Eva Longoria annoys me. Sure, she’s a beautiful woman, and she’s perfect for her role as Gabrielle in Desperate Housewives. But outside of the bitchy, slutty wife, she really can’t act her way out of a paper bag.
Scratch that. After seeing Over Her Dead Body, I’m convinced that Eva Longoria can’t act her way out of a wet piece of tissue. She brings a Jennifer Lopez level of suck to the screen.
In the film, she plays a micromanaging, ultra-bitchy princess named Kate who is killed on her wedding day by a ice sculpture of an angel. Her fiancé Henry (Paul Rudd) is also crushed. A year later, his pushy sister Chloe (Lindsay Sloane) convinces him to talk to a psychic named Ashley (Lake Bell) to help him move on. When Henry starts to fall for Ashley, Kate’s ghost comes back from the dead to haunt her.
Yeah, the plot is as skin as Longoria’s scrawny legs.
The foundation for any good romantic comedy is likeable characters, and there are none in this film. Kate is a royal bitch for various reasons. First, for some reason, she hangs around as a ghost for a year but never tries to actually get in touch with Henry. Then she assumes she’s been forced to walk the earth to make sure he never dates anyone.
Longoria’s portrayal of the role is key to making this film sink into the toilet. She is such a wretched person that she becomes a pariah preceding her own wedding reception. Her own death is brought on by yelling at a sculptor and then putting herself in death’s grip by trying to save her stupid gardenias. Then, when she’s sent to the afterlife, she is so verbally abusive to the angel greeting her that she’s left to fend for herself.
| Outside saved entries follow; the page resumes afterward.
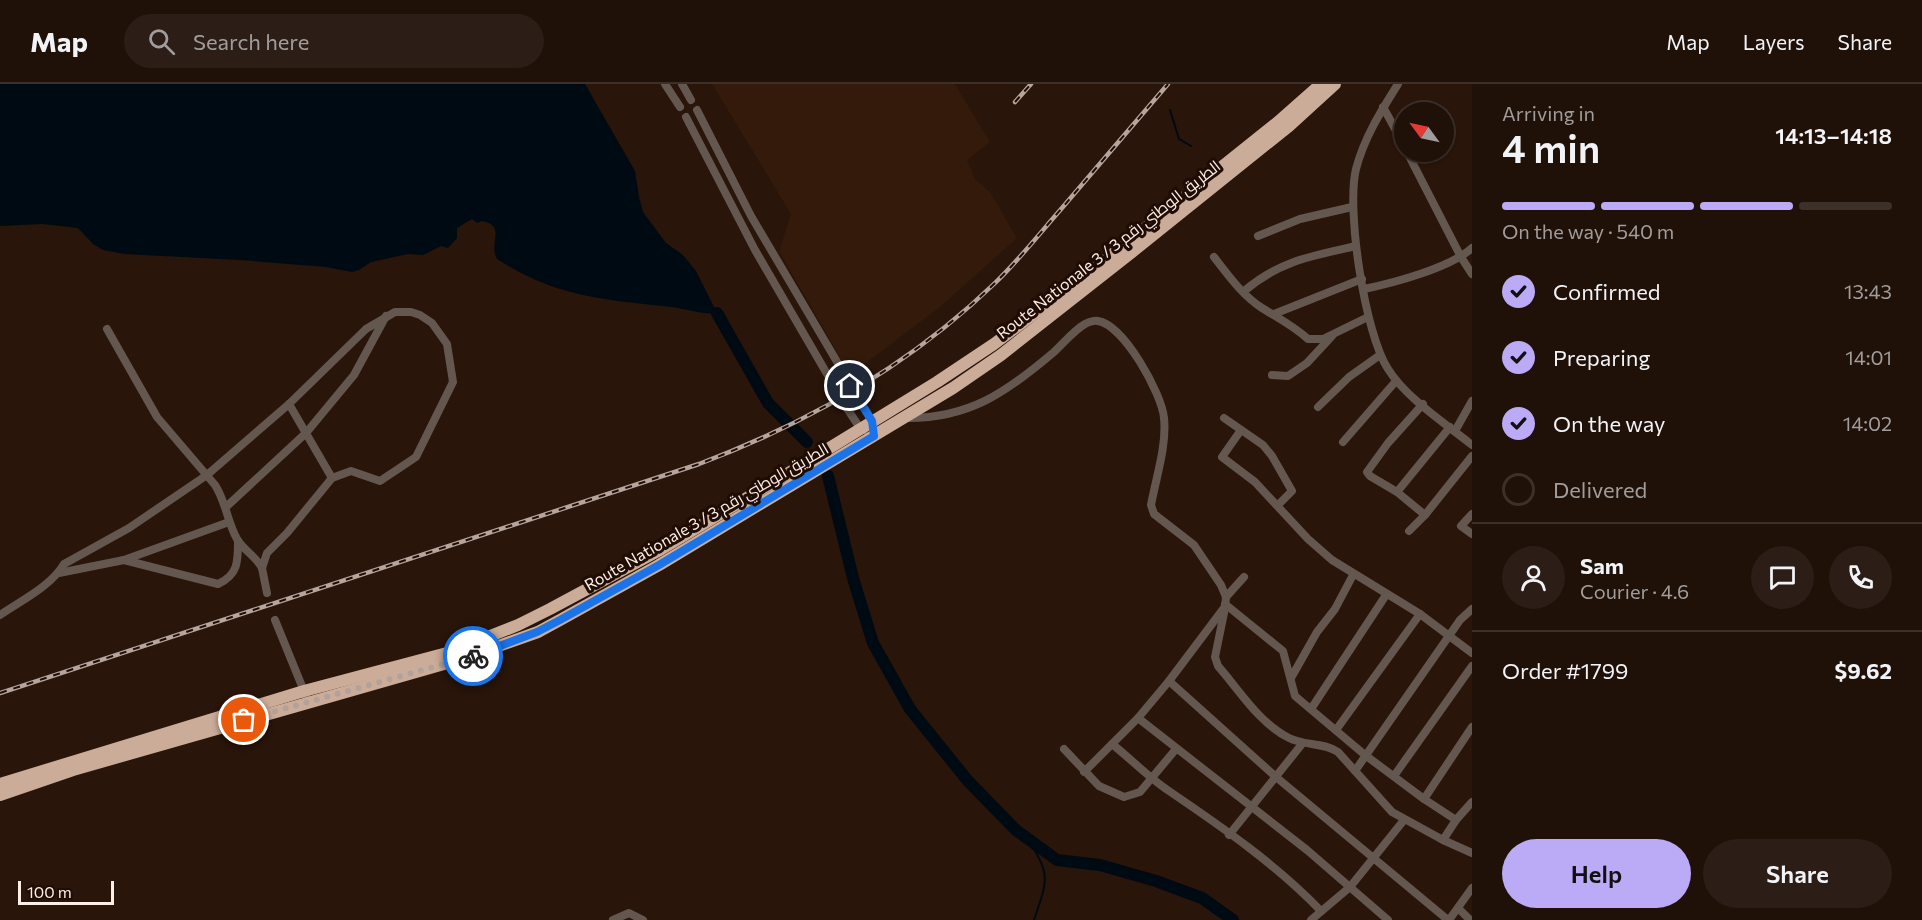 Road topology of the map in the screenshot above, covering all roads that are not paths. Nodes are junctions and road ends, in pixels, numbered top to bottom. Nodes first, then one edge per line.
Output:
1 (665, 84) edge
2 (682, 84) edge
3 (1321, 84) edge
4 (1335, 84) edge
5 (1398, 84) edge
6 (691, 100) dead end
7 (680, 107) dead end
8 (1383, 107) junction
9 (697, 110) dead end
10 (686, 117) dead end
11 (1394, 127) edge
12 (1412, 162) edge
13 (1352, 207) junction
14 (752, 216) junction
15 (740, 222) junction
16 (1258, 236) dead end
17 (1356, 246) junction
18 (1129, 248) junction
19 (1472, 248) edge
20 (1214, 257) dead end
21 (1461, 257) junction
22 (1472, 274) edge
23 (1362, 279) junction
24 (791, 285) junction
25 (1364, 289) junction
26 (779, 292) junction
27 (1243, 292) junction
28 (1275, 314) junction
29 (386, 316) junction
30 (1368, 317) junction
31 (107, 329) dead end
32 (1334, 334) junction
33 (823, 339) junction
34 (811, 346) junction
35 (1380, 355) junction
36 (1272, 375) dead end
37 (1396, 381) junction
38 (1472, 401) edge
39 (289, 404) junction
40 (1423, 404) junction
41 (1318, 407) dead end
42 (905, 418) junction
43 (1224, 418) dead end
44 (872, 421) junction
45 (860, 428) junction
46 (1452, 429) junction
47 (1241, 430) junction
48 (306, 433) junction
49 (874, 436) junction
50 (1343, 442) dead end
51 (1472, 445) edge
52 (1472, 456) edge
53 (207, 475) junction
54 (332, 478) junction
55 (1397, 492) junction
56 (1278, 505) junction
57 (226, 507) junction
58 (1472, 514) edge
59 (1425, 515) junction
60 (229, 522) junction
61 (1409, 531) dead end
62 (1472, 534) edge
63 (238, 541) junction
64 (124, 560) junction
65 (262, 568) junction
66 (59, 573) junction
67 (1353, 575) junction
68 (1244, 578) dead end
69 (267, 593) dead end
70 (1386, 595) junction
71 (1226, 602) junction
72 (1472, 609) edge
73 (1420, 614) junction
74 (0, 615) edge
75 (275, 620) dead end
76 (1450, 636) junction
77 (1472, 653) edge
78 (1472, 666) edge
79 (1291, 678) junction
80 (1169, 681) junction
81 (306, 697) junction
82 (1311, 709) junction
83 (1138, 718) junction
84 (1472, 727) edge
85 (1336, 730) junction
86 (1112, 744) junction
87 (1302, 744) junction
88 (1064, 749) dead end
89 (1176, 749) junction
90 (1365, 755) junction
91 (1355, 771) junction
92 (1084, 772) junction
93 (1394, 776) junction
94 (1276, 777) junction
95 (1153, 779) junction
96 (0, 784) edge
97 (0, 795) edge
98 (1425, 799) junction
99 (1472, 802) edge
100 (1252, 807) junction
101 (1404, 820) junction
102 (1456, 820) junction
103 (1229, 835) junction
104 (1443, 840) junction
105 (1472, 853) edge
106 (1374, 858) junction
107 (1350, 887) junction
108 (1472, 888) edge
109 (1459, 909) junction
110 (1321, 911) junction
111 (613, 920) edge
112 (643, 920) edge
113 (1311, 920) edge
114 (1388, 920) edge
115 (1448, 920) edge
116 (1470, 920) edge

1 - 7 street
2 - 6 street
3 - 18 highway, Route Nationale 3 / الطريق الوطني رقم 3
4 - 18 highway, Route Nationale 3 / الطريق الوطني رقم 3
5 - 8 street
8 - 11 street
8 - 13 street
9 - 14 street
10 - 15 street
12 - 21 street
13 - 16 street
13 - 17 street
14 - 15 street
14 - 24 street
15 - 26 street
17 - 23 street
17 - 27 street
18 - 42 highway, Route Nationale 3 / الطريق الوطني رقم 3
18 - 44 highway, Route Nationale 3 / الطريق الوطني رقم 3
19 - 21 street
20 - 27 street
21 - 22 street
21 - 25 street
23 - 25 street
23 - 28 street
24 - 26 street
24 - 33 street
25 - 30 street
26 - 34 street
27 - 28 street
28 - 32 street
29 - 39 street
29 - 48 street
29 - 54 street
30 - 32 street
30 - 35 street
31 - 53 street
32 - 36 street
33 - 34 street
33 - 44 street
34 - 45 street
35 - 37 street
35 - 41 street
37 - 40 street
37 - 50 street
38 - 46 street
39 - 48 street
39 - 53 street
40 - 46 street
40 - 55 street
42 - 49 highway, Route Nationale 3 / الطريق الوطني رقم 3
42 - 71 street
43 - 47 street
44 - 45 highway, Route Nationale 3 / الطريق الوطني رقم 3
44 - 49 street
45 - 49 street
45 - 81 highway, Route Nationale 3 / الطريق الوطني رقم 3
46 - 51 street
46 - 55 street
47 - 56 street
47 - 56 street
48 - 54 street
48 - 57 street
49 - 81 highway, Route Nationale 3 / الطريق الوطني رقم 3
52 - 59 street
53 - 57 street
53 - 66 street
54 - 65 street
55 - 59 street
56 - 67 street
57 - 60 street
58 - 62 street
59 - 61 street
60 - 63 street
60 - 64 street
63 - 64 street
63 - 65 street
64 - 66 street
65 - 69 street
66 - 74 street
67 - 70 street
67 - 79 street
68 - 71 street
70 - 73 street
70 - 82 street
71 - 79 street
71 - 80 street
71 - 87 street
72 - 76 street
73 - 76 street
73 - 85 street
75 - 81 street
76 - 77 street
76 - 90 street
78 - 93 street
79 - 82 street
80 - 83 street
80 - 94 street
81 - 96 highway, Route Nationale 3 / الطريق الوطني رقم 3
81 - 97 highway, Route Nationale 3 / الطريق الوطني رقم 3
82 - 85 street
83 - 86 street
83 - 89 street
84 - 98 street
85 - 90 street
86 - 92 street
86 - 95 street
87 - 91 street
87 - 94 street
88 - 92 street
89 - 95 street
89 - 100 street
90 - 91 street
90 - 93 street
91 - 101 street
92 - 95 street
93 - 98 street
94 - 100 street
94 - 106 street
95 - 103 street
98 - 102 street
99 - 102 street
100 - 103 street
100 - 107 street
101 - 104 street
101 - 106 street
102 - 104 street
103 - 110 street
104 - 105 street
106 - 107 street
106 - 115 street
107 - 110 street
107 - 114 street
108 - 109 street
109 - 115 street
109 - 116 street
110 - 113 street
111 - 112 street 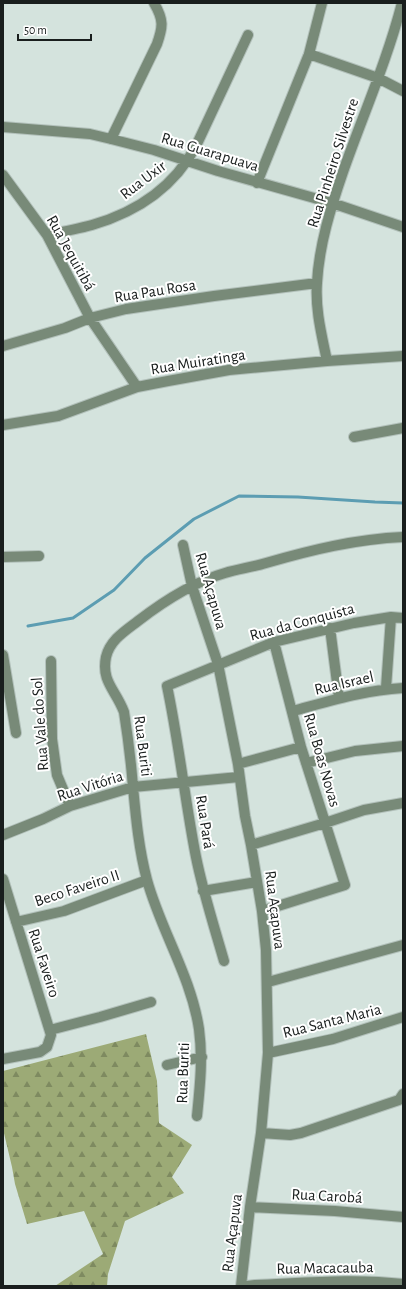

Normally, I can feel sorry for a character who has lost the love of his life. But when the love of his life is the awful and completely irritating Kate, I can’t feel any sympathy for him. Henry is a total tool in this movie, and ultimately better off without her.
Then there’s Ashley, who is played by the lovely Lake Bell. However, because Bell possesses a small talent for comedy, incompetent director Jeff Lowell heaps slapstick scenes on her with no real relevance to the plot. Throughout the movie she – and pretty much every other character – is shoehorned into scenes that try to recreate magic from about a dozen romantic comedies of the past, but ultimately fail.
Then there’s Jason Biggs, who plays Ashley’s gay assistant, and he’s a walking cliche of the supporting character from every bad romantic comedy. They even recycle a tired plot twist from Bring It On: In It to Win It to try and give him something to work with. Biggs is wasted in this film, and it’s a shame he’s reduced to this after coming on so strong with American Pie almost a decade ago.
Honestly, the only decent character is a ridiculously fat golden labrador that comes to Henry’s veterinarian’s office for a check-up. If only the movie were about the dog, it might have had a chance of being decent.
For many years, I have said that the beauty of a genre film like science fiction or horror is that even when the film is terrible, it can be good, in a funny way. However, a bad comedy is just bad. There’s really nothing funny about an unfunny comedy script.
Yet, Over Her Dead Body does the impossible. Its script is so unbelievably bad that it’s laughable – and that’s actually an amazing feat for a comedy. It’s not a good feat, or anything to be proud of, but it is amazing nonetheless.
The Upside: Well, Lake Bell is easy on the eyes.
The Downside: Pretty much every scrap of dialogue from beginning to end.
On the Side: I know her name is officially Eva Longoria Parker, but I don’t call her that. Eva Longoria is enough of a mouthful, and who honestly thinks this Hollywood relationship will last more than a year or two?